Firstly, on the BBC’s news channel today were further details of the Welsh politician who took his own life this week, whilst under investigation by the Labour Party. Now – after his death – it appears that the accusations are in connection with inappropriate touching, or groping. He and his family felt that he had been denied natural justice. Since he had not been allowed to have any details of the accusations, he could not defend himself.

This is what I think:

No action is so bad that a human being should be driven by public opinion to commit suicide. Whatever someone has been accused of, in this country at least, they remain innocent until proven guilty. And even if they are eventually proven guilty they should be given a chance to put their side of the story, to apologise, to express remorse and to attempt to make amends. We do not have the moral right to push another person over the edge.

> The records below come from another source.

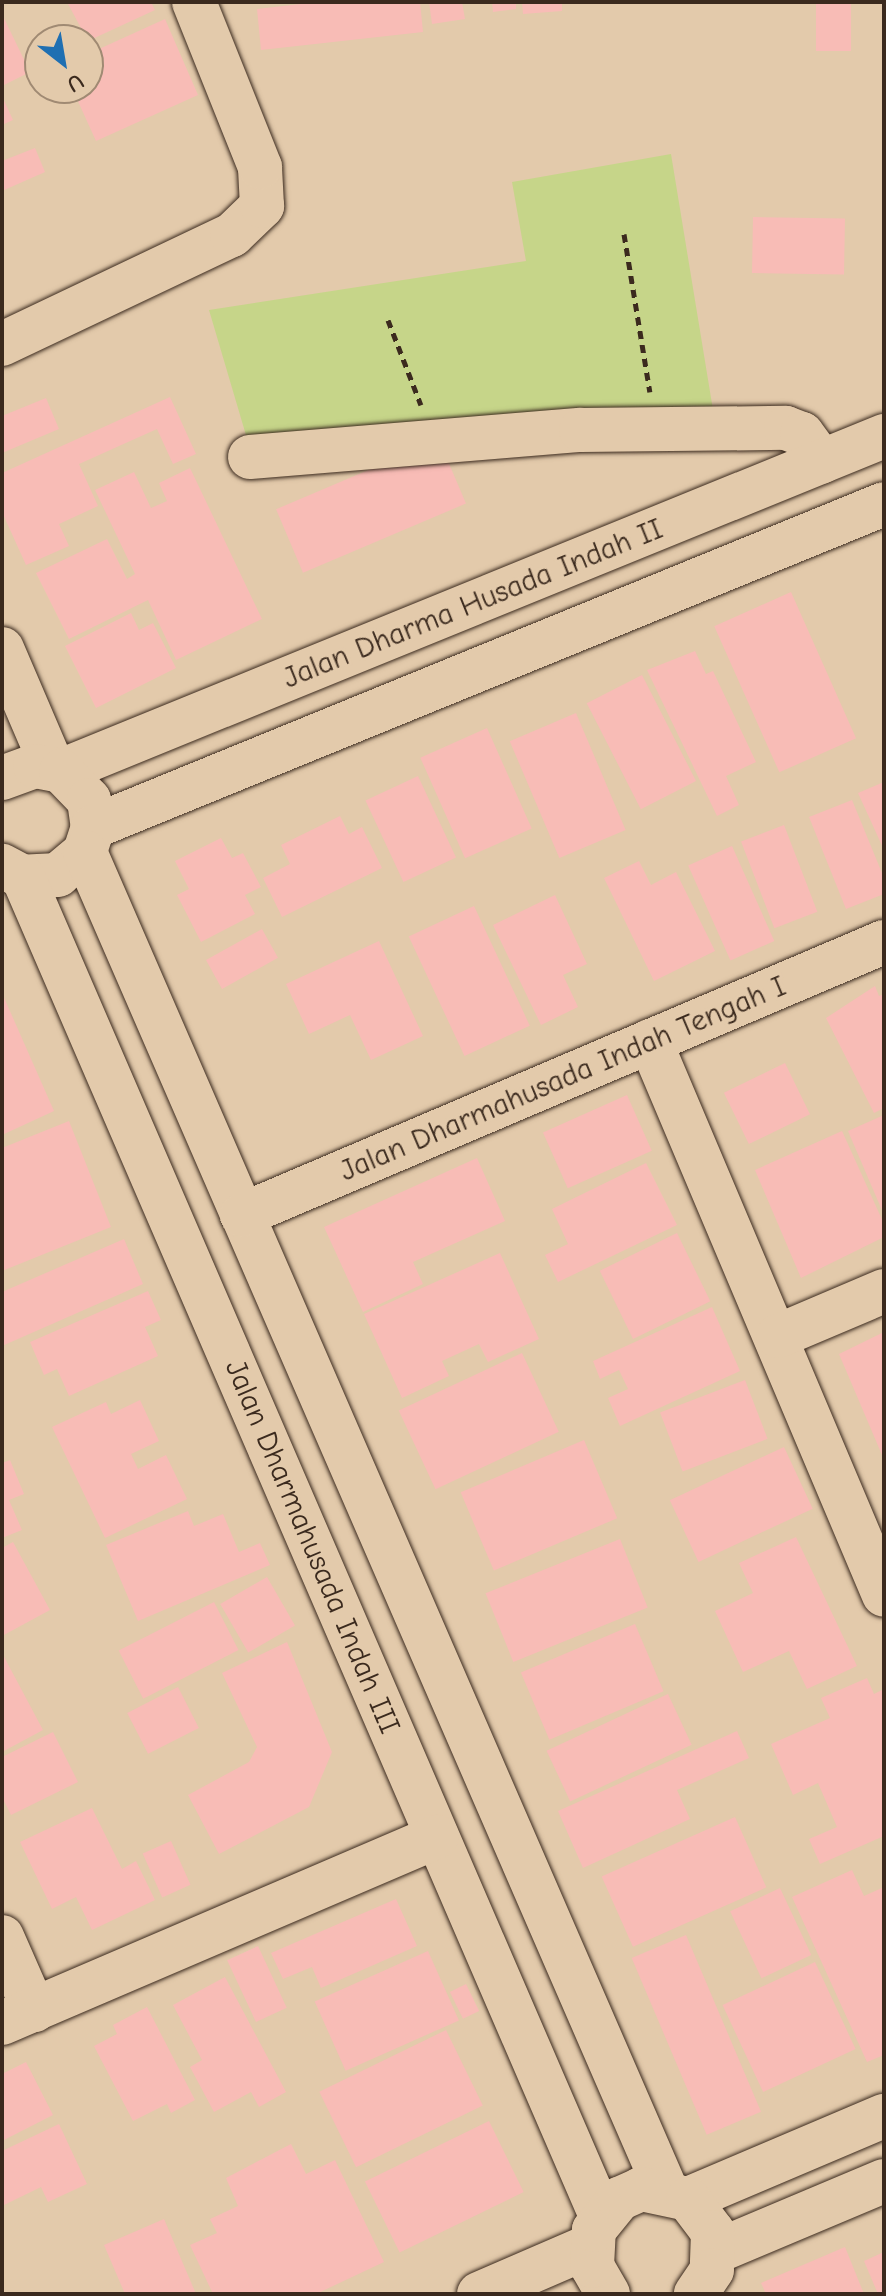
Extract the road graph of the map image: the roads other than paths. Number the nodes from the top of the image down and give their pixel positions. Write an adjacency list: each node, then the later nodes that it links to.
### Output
1 (194, 2): 2 (street)
2 (2, 344)
3 (884, 436): 5 (street, Jalan Dharma Husada Indah II)
4 (250, 457): 5 (street)
5 (822, 462): 8 (street, Jalan Dharma Husada Indah II)
6 (884, 504): 10 (street, Jalan Dharma Husada Indah II)
7 (2, 649): 8 (street)
8 (57, 770): 9 (street, Jalan Dharma Husada Indah II); 10 (street)
9 (2, 778)
10 (89, 840): 11 (street, Jalan Dharma Husada Indah II); 14 (street)
11 (8, 870): 18 (street, Jalan Dharmahusada Indah III)
12 (884, 942): 13 (street, Jalan Dharmahusada Indah Tengah I)
13 (650, 1041): 14 (street, Jalan Dharmahusada Indah Tengah I); 16 (street)
14 (242, 1215): 23 (street)
15 (884, 1291): 16 (street)
16 (778, 1336): 17 (street)
17 (884, 1595)
18 (437, 1837): 20 (street); 24 (street, Jalan Dharmahusada Indah III)
19 (2, 1937): 20 (street)
20 (18, 2017)
21 (884, 2116): 23 (street)
22 (884, 2181): 25 (street)
23 (677, 2194): 24 (street); 25 (street)
24 (596, 2231): 26 (street); 27 (street, Jalan Dharmahusada Indah III)
25 (705, 2282)
26 (479, 2294)
27 (608, 2294)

That thing about casting the first stone – male or female, which of us hasn’t done or said stuff in their past that – in the light of current thinking – they now wish they hadn’t?  Is it proportional, is it fair to seek a belated revenge for some decades-old pat on the knee or unwanted kiss after a boozy lunch by destroying somebody’s career? We cannot really know the vulnerabilities of others. They may appear strong and confident, but how desperate might they be, inside, right now? They could be waving, but then again they might be drowning.

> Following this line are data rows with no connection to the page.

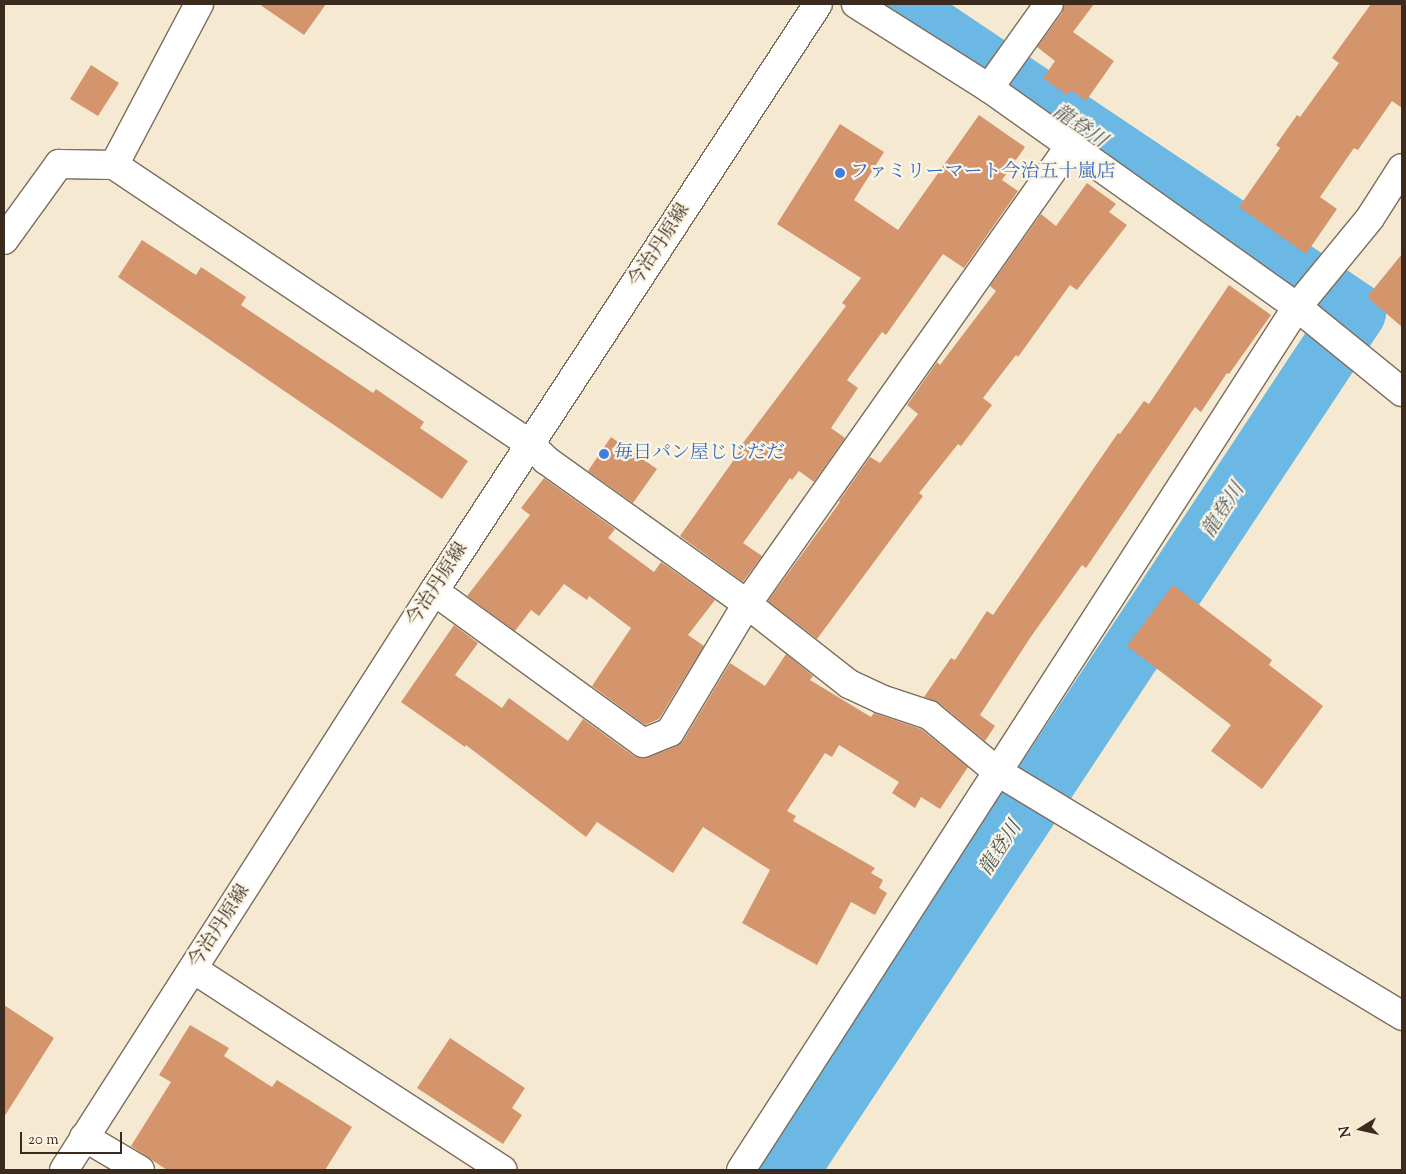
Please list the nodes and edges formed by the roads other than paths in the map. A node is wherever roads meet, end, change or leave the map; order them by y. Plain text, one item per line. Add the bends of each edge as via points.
1 (199, 4) edge
2 (818, 4) edge
3 (856, 4) edge
4 (1049, 4) edge
5 (989, 88) junction
6 (1070, 147) junction
7 (114, 165) junction
8 (1402, 168) edge
9 (4, 240) edge
10 (1297, 307) junction
11 (1402, 392) edge
12 (530, 444) junction
13 (434, 591) junction
14 (747, 604) junction
15 (999, 773) junction
16 (193, 969) junction
17 (1402, 1016) edge
18 (84, 1137) junction
19 (64, 1170) edge
20 (140, 1170) edge
21 (503, 1170) edge
22 (741, 1170) edge

1 - 7 street
2 - 12 street, 今治丹原線
3 - 5 street
4 - 5 street
5 - 6 street
6 - 10 street
6 - 14 street
7 - 9 street via 58,164
7 - 12 street
8 - 10 street via 1370,218
10 - 11 street
10 - 15 street
12 - 13 street, 今治丹原線
12 - 14 street via 546,460
13 - 14 street via 643,743 670,732
13 - 16 street, 今治丹原線
14 - 15 street via 848,684 929,715
15 - 17 street
15 - 22 street
16 - 18 street, 今治丹原線
16 - 21 street
18 - 19 street, 今治丹原線
18 - 20 street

wavingMy second thought is about the American actor Kevin Spacey. I don’t know whether he is guilty of all the things he has been accused of – I didn’t even know he was gay – but it seems that now they are planning to edit him out of his latest film. By the miracle of technology they are going to substitute a different actor for him.

Until now there has always been a clear, if unspoken, barrier between the work of an artist and the private life of the same. Painters, musicians, actors, writers, scientific geniuses, just like the rest of us, may be held to account and if necessary prosecuted for any wicked or foolish act they commit, but are we really going to deprive ourselves for ever after of what that person is capable of creating?

It seems to me that Kevin Spacey is one of the very few great American actors. Compared to him most American actors (and yes, actresses) are pants, frankly. Has it now become impossible for him to act in anything, ever again? I have this feeling, you see, that people with gifts are sent here to use them, and preventing them from using them is a form of spiritual torture, which is something none of us has the right to inflict.

I seem to recall that one of the main pieces of advice handed out to couples in counselling and parents having trouble parenting their children is never to say ‘I hate you’, but rather to say ‘I hate what you just did’ or ‘What you said made me angry, and this is why…’ Surely we should apply this principle when those in public life fall short of whatever standard of behaviour society happens to be finding acceptable at the moment?

Surely we could bring ourselves to say: we hate what you did but we will not pretend that you never existed. We will not prevent you from exercising your art, or from giving humanity whatever gift you were sent here to give, because you are human and we too are human. We disapprove of what you may have done in your past and private life, but we will not airbrush you out.